**Directions for this task**
In the data below, which lines hold "Felipe"? Copy every one.
BEGIN Records to use
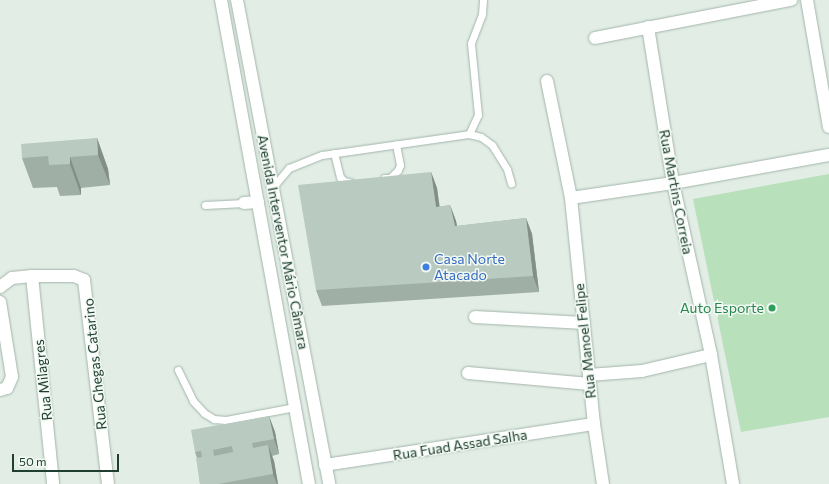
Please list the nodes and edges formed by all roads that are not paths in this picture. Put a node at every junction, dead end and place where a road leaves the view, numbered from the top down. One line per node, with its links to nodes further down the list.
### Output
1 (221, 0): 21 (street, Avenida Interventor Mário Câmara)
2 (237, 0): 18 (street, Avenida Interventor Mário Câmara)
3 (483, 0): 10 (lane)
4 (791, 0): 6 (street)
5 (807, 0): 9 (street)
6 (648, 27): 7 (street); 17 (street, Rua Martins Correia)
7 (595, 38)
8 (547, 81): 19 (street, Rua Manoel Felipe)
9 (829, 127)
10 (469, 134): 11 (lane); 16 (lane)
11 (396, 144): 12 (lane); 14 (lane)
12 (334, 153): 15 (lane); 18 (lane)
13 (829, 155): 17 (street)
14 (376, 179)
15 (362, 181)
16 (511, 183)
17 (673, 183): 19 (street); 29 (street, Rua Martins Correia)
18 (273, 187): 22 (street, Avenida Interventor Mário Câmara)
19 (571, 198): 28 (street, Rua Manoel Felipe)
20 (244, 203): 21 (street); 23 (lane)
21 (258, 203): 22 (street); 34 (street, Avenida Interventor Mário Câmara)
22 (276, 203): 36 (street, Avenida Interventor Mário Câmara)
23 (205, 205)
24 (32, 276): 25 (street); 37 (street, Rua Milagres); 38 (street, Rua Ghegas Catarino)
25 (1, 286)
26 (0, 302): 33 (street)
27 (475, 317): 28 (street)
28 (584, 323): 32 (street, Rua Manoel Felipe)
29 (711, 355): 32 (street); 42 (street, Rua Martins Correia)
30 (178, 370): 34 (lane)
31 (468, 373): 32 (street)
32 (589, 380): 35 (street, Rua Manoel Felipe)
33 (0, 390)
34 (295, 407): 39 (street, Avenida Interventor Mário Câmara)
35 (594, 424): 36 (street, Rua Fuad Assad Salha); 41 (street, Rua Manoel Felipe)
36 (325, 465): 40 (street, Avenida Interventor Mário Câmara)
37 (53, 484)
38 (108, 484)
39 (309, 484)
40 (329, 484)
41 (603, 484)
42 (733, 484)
END Records to use
**Problem solution**
8 (547, 81): 19 (street, Rua Manoel Felipe)
19 (571, 198): 28 (street, Rua Manoel Felipe)
28 (584, 323): 32 (street, Rua Manoel Felipe)
32 (589, 380): 35 (street, Rua Manoel Felipe)
35 (594, 424): 36 (street, Rua Fuad Assad Salha); 41 (street, Rua Manoel Felipe)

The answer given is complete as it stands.